WHAT THIS TASK INVOLVES = Write out every line below that includes the word "North".
==============================
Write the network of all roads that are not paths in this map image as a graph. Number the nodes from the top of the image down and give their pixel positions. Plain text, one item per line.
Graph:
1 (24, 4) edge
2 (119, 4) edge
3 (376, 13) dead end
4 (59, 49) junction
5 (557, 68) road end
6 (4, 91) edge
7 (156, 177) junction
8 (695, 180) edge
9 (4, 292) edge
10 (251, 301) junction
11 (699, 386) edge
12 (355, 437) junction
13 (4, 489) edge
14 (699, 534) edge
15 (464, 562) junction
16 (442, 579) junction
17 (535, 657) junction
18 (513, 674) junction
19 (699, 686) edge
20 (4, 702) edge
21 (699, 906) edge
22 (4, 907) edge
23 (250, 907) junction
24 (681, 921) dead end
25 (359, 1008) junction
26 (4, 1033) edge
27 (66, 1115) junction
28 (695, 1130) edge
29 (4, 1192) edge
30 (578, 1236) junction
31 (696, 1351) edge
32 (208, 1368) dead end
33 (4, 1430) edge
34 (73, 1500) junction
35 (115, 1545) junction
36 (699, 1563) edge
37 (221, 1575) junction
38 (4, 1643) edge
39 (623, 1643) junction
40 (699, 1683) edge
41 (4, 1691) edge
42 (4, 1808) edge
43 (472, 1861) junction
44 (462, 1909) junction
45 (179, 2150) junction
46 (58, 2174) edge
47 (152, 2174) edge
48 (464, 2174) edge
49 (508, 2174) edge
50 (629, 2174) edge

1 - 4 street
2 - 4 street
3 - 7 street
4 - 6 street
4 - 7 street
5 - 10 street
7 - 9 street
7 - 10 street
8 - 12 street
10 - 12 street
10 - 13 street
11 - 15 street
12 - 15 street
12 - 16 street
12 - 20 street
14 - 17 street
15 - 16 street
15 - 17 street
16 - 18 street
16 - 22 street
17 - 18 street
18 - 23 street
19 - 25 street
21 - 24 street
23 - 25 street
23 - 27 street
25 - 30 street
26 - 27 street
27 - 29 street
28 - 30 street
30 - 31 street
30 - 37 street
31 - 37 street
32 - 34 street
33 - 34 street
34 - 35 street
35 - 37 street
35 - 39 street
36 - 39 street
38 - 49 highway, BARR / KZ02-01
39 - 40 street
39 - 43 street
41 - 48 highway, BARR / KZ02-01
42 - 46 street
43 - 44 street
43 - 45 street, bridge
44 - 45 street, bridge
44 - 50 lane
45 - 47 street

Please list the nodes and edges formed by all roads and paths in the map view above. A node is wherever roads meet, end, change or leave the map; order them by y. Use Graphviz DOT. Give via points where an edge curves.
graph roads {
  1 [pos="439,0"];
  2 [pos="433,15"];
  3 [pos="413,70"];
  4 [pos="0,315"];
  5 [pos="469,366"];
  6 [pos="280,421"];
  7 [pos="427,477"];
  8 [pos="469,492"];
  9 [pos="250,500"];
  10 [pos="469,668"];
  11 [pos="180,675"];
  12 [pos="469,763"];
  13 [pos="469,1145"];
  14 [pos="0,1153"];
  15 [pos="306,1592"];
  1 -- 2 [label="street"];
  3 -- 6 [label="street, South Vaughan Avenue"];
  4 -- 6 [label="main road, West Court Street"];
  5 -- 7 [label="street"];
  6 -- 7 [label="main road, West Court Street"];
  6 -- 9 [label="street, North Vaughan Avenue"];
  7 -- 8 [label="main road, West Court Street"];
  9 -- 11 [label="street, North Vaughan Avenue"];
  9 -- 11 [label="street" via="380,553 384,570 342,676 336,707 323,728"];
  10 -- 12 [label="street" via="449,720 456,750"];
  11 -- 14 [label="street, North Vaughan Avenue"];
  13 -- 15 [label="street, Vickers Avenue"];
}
==============================
YOUR RESPONSE =
  6 -- 9 [label="street, North Vaughan Avenue"];
  9 -- 11 [label="street, North Vaughan Avenue"];
  11 -- 14 [label="street, North Vaughan Avenue"];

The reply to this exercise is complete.